Required action :: In the entries below, count every line containing "Trade". Reply with the number alone.

Saved entries:
Content starts

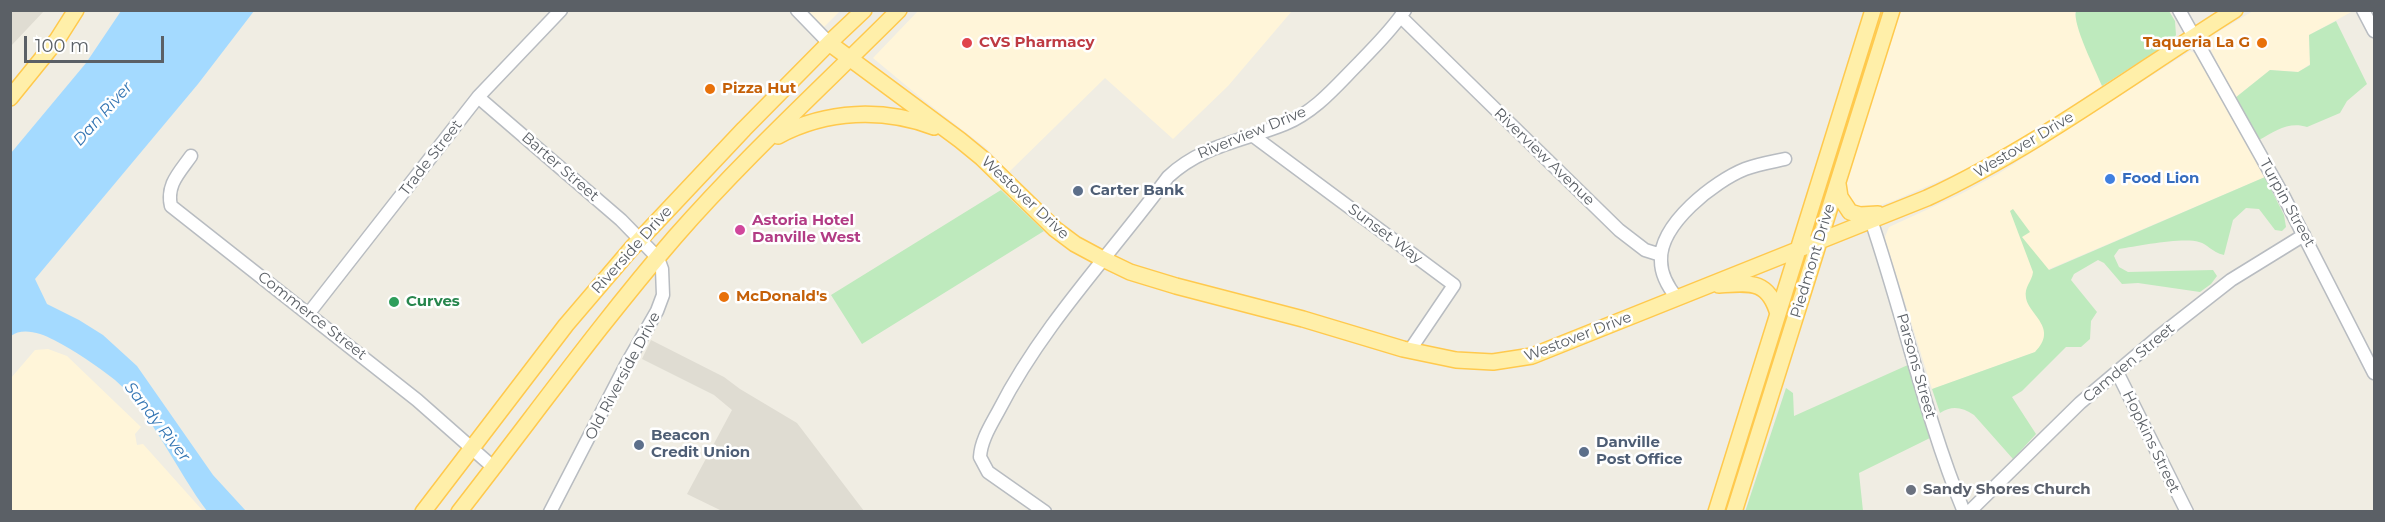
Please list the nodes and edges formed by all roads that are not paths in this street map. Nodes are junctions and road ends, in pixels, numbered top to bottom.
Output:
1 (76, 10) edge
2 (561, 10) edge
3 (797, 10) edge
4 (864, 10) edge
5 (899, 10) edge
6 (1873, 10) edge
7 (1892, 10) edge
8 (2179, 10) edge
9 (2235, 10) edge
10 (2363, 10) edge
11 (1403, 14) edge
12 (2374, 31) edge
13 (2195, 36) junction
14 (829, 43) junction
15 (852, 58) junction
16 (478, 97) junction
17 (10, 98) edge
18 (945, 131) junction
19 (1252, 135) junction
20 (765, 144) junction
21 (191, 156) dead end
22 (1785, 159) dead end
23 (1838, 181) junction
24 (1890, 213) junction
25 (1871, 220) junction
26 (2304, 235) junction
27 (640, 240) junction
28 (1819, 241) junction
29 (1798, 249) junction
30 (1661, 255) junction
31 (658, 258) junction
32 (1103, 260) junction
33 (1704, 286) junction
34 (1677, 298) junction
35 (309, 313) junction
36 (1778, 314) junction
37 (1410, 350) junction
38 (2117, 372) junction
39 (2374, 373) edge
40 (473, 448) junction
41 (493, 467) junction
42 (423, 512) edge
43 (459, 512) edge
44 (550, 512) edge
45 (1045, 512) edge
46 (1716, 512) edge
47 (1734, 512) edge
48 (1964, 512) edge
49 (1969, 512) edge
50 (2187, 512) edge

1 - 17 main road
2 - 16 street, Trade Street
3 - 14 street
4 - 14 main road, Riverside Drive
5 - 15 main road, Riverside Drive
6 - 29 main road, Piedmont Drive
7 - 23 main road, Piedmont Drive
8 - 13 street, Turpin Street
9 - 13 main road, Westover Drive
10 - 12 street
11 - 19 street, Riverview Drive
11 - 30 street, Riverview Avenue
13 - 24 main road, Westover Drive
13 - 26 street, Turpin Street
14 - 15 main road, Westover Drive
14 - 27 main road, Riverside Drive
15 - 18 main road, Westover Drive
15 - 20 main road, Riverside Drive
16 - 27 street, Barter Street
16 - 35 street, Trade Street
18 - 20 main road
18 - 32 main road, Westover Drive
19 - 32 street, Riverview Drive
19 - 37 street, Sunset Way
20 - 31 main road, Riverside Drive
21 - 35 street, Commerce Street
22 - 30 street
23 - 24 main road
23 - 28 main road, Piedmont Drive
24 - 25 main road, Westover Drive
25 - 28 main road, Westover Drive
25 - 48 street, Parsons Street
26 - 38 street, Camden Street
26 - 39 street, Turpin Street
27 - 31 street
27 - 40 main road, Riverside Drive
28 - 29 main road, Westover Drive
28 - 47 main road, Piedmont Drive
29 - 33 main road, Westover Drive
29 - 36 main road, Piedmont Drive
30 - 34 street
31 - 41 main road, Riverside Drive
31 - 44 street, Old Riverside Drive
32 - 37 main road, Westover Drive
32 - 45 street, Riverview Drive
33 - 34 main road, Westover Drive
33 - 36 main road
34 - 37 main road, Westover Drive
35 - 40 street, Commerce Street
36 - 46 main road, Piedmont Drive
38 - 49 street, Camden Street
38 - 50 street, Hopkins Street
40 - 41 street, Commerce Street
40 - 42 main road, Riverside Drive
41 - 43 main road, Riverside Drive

Content ends

Response to this task :: 2